### Provided material
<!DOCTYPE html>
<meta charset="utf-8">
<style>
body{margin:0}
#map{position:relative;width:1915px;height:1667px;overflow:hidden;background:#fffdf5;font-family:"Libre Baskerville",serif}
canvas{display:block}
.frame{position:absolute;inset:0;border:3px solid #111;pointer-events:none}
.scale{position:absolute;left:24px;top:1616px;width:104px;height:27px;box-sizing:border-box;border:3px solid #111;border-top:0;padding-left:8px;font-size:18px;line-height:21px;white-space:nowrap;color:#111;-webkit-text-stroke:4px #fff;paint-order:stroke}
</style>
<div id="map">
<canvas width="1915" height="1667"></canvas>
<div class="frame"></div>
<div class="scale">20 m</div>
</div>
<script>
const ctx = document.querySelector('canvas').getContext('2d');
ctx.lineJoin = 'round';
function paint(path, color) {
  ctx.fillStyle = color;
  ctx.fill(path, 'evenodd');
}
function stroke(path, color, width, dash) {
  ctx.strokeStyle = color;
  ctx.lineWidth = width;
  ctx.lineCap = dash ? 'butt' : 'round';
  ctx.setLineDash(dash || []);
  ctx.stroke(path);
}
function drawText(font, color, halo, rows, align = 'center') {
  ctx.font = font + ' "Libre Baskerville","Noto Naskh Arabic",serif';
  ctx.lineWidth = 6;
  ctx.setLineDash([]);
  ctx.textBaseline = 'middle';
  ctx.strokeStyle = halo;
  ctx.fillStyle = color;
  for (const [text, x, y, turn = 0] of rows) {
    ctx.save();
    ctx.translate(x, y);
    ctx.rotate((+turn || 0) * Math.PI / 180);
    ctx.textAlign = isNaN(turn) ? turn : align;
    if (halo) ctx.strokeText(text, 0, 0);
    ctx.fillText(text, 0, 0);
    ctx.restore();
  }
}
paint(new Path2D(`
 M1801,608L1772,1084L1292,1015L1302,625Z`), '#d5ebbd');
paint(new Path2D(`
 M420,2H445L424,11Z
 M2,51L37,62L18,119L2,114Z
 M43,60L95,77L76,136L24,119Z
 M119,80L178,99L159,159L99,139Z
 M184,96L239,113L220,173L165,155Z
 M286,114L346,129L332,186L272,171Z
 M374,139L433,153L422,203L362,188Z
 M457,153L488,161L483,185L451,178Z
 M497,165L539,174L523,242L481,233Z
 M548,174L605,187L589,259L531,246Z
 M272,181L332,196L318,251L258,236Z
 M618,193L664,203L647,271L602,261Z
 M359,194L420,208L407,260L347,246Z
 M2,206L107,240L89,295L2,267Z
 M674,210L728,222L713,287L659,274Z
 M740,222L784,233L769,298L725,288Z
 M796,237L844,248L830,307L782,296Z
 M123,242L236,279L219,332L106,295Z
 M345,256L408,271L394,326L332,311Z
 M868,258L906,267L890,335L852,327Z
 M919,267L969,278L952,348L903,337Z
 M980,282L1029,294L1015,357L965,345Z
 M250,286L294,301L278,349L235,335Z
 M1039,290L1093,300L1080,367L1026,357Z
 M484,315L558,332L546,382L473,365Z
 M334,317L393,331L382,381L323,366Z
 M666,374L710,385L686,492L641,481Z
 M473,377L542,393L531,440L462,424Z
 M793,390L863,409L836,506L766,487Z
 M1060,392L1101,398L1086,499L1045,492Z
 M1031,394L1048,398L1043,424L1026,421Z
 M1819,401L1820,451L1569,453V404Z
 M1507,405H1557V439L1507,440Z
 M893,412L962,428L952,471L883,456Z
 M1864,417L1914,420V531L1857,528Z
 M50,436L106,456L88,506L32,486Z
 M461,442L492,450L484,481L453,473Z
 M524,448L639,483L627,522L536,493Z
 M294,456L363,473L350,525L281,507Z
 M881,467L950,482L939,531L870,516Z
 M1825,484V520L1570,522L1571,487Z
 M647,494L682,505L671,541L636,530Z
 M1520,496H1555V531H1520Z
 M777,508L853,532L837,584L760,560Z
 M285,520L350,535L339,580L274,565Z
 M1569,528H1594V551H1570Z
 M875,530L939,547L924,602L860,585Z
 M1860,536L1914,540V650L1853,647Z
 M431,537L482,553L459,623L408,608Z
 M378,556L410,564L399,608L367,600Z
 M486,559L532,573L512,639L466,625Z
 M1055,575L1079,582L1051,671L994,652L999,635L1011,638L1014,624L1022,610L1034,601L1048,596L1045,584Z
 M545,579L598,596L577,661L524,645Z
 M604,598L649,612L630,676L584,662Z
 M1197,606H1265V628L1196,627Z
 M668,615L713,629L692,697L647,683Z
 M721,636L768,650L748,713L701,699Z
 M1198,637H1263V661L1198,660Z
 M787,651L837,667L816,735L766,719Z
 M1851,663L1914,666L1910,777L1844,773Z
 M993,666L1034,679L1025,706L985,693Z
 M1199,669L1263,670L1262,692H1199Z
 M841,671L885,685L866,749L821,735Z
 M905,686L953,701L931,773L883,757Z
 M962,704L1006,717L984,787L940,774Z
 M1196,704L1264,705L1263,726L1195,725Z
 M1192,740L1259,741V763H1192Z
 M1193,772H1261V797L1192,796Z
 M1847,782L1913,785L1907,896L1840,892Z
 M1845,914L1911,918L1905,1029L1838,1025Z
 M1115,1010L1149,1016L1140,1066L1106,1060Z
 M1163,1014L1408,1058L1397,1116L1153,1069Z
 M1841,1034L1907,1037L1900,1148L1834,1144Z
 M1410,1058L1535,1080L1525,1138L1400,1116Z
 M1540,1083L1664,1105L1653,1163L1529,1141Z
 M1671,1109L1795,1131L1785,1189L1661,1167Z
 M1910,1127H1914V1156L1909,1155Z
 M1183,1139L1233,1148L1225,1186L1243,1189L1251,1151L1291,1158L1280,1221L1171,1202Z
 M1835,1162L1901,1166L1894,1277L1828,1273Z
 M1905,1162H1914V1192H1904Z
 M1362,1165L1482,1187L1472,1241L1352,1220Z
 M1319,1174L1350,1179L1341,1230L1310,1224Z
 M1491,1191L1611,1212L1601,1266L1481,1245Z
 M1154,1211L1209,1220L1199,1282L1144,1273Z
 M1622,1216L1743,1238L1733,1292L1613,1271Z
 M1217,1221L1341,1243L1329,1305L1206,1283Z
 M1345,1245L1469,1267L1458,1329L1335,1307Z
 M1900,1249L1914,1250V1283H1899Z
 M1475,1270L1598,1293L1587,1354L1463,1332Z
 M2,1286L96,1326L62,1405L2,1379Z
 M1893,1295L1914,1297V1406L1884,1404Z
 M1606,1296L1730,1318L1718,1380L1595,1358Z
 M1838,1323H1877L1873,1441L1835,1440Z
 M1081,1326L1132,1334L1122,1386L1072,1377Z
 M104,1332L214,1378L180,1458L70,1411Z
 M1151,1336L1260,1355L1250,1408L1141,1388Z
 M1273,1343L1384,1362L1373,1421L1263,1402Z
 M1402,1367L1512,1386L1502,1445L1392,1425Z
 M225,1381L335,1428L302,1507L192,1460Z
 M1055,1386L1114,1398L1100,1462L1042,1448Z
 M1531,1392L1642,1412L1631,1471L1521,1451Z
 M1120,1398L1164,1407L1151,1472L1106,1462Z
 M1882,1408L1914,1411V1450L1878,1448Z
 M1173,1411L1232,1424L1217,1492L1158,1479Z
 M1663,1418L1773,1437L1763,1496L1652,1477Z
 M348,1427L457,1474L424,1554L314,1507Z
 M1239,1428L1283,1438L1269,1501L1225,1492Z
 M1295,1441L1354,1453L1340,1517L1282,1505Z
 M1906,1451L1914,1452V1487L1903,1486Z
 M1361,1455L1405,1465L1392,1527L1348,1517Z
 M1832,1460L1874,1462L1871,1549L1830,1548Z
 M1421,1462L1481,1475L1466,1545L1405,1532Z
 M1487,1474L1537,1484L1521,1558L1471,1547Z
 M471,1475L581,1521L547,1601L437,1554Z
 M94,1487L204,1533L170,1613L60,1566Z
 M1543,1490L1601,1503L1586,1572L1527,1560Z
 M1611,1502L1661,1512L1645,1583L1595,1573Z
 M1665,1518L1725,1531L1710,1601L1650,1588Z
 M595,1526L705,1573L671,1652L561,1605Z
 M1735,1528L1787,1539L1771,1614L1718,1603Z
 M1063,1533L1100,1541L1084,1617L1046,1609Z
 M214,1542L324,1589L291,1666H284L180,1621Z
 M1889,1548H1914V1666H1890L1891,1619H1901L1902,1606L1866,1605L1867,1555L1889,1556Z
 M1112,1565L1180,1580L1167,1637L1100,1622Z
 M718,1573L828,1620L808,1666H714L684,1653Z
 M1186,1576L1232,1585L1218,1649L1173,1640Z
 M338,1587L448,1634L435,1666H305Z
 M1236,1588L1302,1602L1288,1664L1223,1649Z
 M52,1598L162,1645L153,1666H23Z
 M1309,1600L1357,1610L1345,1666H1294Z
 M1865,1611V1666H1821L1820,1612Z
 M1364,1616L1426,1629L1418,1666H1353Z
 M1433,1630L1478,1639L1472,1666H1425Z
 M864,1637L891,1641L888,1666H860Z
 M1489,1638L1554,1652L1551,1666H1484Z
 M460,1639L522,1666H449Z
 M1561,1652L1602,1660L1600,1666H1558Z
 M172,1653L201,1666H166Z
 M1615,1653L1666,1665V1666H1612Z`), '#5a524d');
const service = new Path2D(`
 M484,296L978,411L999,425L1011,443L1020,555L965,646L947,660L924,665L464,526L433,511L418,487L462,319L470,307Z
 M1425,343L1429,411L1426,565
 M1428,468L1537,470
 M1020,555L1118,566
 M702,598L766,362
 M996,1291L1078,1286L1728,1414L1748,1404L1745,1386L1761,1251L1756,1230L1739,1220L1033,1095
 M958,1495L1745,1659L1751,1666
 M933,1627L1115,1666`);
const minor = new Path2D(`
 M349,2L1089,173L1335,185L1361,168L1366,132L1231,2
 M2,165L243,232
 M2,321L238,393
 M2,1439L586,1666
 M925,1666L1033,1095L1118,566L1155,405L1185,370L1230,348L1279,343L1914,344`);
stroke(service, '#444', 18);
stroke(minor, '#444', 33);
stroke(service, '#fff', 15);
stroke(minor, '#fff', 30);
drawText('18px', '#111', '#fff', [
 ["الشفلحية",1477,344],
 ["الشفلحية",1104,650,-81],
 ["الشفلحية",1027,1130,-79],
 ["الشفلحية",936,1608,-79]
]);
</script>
######
### Provided material
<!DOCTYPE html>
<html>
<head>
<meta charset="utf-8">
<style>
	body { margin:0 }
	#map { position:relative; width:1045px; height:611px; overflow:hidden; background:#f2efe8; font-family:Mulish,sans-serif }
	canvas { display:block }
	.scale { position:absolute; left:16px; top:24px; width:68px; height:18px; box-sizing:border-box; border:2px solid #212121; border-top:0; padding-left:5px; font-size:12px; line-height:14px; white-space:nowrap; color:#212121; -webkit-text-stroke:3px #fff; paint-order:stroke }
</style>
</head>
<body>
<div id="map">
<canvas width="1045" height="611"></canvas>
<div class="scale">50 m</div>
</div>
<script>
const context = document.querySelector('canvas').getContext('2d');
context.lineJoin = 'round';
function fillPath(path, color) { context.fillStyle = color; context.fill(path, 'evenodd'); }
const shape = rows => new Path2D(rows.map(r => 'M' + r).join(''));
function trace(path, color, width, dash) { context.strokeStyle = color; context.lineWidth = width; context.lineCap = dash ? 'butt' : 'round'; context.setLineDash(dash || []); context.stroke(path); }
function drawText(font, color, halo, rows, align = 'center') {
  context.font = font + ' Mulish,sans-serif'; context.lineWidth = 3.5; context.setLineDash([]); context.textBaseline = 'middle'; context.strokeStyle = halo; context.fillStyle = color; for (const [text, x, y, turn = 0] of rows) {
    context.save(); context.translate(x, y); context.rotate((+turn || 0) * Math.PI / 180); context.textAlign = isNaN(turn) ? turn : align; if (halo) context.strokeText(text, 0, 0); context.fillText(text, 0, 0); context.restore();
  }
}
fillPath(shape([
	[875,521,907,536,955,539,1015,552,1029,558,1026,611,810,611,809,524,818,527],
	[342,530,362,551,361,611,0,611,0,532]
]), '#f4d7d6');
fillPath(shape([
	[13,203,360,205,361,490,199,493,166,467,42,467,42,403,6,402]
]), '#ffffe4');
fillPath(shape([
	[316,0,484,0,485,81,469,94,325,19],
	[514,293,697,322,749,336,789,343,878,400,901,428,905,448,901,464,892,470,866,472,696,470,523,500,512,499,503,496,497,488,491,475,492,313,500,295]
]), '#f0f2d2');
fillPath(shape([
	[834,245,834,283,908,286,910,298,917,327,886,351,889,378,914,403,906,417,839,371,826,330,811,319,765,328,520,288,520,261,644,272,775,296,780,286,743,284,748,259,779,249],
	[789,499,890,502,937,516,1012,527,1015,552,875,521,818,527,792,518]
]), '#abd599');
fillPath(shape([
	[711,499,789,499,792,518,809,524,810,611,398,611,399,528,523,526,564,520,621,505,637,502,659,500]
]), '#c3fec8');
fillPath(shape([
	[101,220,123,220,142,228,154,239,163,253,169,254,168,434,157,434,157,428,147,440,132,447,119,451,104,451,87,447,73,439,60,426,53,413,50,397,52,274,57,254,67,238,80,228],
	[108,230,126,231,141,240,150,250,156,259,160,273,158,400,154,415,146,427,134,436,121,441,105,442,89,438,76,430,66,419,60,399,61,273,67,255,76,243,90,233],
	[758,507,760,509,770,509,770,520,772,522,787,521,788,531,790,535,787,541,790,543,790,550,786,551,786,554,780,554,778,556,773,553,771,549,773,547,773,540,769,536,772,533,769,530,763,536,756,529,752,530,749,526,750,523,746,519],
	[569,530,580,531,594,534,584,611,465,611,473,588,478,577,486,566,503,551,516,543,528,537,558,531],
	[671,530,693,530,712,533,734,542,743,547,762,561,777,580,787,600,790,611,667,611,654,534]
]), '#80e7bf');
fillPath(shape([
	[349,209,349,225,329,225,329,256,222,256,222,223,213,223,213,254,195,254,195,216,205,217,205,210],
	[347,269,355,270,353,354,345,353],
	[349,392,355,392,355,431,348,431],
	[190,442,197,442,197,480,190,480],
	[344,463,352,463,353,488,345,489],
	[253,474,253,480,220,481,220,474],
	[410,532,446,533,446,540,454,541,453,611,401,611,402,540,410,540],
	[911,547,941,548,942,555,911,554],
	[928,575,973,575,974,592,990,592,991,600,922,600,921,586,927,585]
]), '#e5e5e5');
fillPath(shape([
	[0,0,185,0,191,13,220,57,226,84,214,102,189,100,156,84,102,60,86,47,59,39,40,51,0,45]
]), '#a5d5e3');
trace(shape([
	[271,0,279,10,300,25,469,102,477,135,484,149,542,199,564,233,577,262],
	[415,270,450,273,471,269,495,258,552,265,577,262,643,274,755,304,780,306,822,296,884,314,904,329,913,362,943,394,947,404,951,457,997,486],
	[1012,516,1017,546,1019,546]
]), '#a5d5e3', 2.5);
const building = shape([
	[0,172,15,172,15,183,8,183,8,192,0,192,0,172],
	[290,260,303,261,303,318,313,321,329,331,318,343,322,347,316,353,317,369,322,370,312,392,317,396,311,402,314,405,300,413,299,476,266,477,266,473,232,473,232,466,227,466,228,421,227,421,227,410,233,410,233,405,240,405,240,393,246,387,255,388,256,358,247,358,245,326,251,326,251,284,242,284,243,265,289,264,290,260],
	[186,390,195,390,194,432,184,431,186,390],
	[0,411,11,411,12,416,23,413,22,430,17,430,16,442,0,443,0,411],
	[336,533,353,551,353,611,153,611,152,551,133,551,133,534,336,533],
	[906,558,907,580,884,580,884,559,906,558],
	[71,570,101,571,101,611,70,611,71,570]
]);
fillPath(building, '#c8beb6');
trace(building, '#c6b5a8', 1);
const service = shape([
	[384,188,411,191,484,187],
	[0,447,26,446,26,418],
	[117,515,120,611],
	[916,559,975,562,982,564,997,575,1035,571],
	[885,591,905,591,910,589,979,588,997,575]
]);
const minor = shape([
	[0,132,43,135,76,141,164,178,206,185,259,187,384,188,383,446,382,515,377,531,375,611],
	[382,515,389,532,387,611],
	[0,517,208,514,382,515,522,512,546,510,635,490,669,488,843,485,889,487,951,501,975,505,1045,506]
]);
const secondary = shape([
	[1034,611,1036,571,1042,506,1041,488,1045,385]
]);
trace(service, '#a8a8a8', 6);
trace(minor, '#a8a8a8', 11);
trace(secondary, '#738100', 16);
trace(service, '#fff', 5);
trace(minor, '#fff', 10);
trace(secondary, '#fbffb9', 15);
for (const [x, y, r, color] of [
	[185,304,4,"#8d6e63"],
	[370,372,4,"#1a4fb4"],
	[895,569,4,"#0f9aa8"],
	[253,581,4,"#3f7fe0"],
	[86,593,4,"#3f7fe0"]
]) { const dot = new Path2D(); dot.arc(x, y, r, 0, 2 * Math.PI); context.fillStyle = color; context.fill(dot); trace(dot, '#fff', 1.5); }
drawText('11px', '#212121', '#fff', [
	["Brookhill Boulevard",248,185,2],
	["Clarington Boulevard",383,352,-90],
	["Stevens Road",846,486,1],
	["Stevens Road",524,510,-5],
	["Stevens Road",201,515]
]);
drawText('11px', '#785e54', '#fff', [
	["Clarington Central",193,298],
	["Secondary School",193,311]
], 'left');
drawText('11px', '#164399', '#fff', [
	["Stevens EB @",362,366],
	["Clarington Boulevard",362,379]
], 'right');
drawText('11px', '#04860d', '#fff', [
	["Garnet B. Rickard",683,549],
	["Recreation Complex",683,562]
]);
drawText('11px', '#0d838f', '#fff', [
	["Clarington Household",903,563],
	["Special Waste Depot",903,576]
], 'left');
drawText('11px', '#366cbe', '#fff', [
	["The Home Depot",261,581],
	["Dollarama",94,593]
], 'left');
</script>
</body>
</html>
######
## What is needed
Search the entries for the word "html". Copy each line where it appears.

## Exercise output
<!DOCTYPE html>
<!DOCTYPE html>
<html>
</html>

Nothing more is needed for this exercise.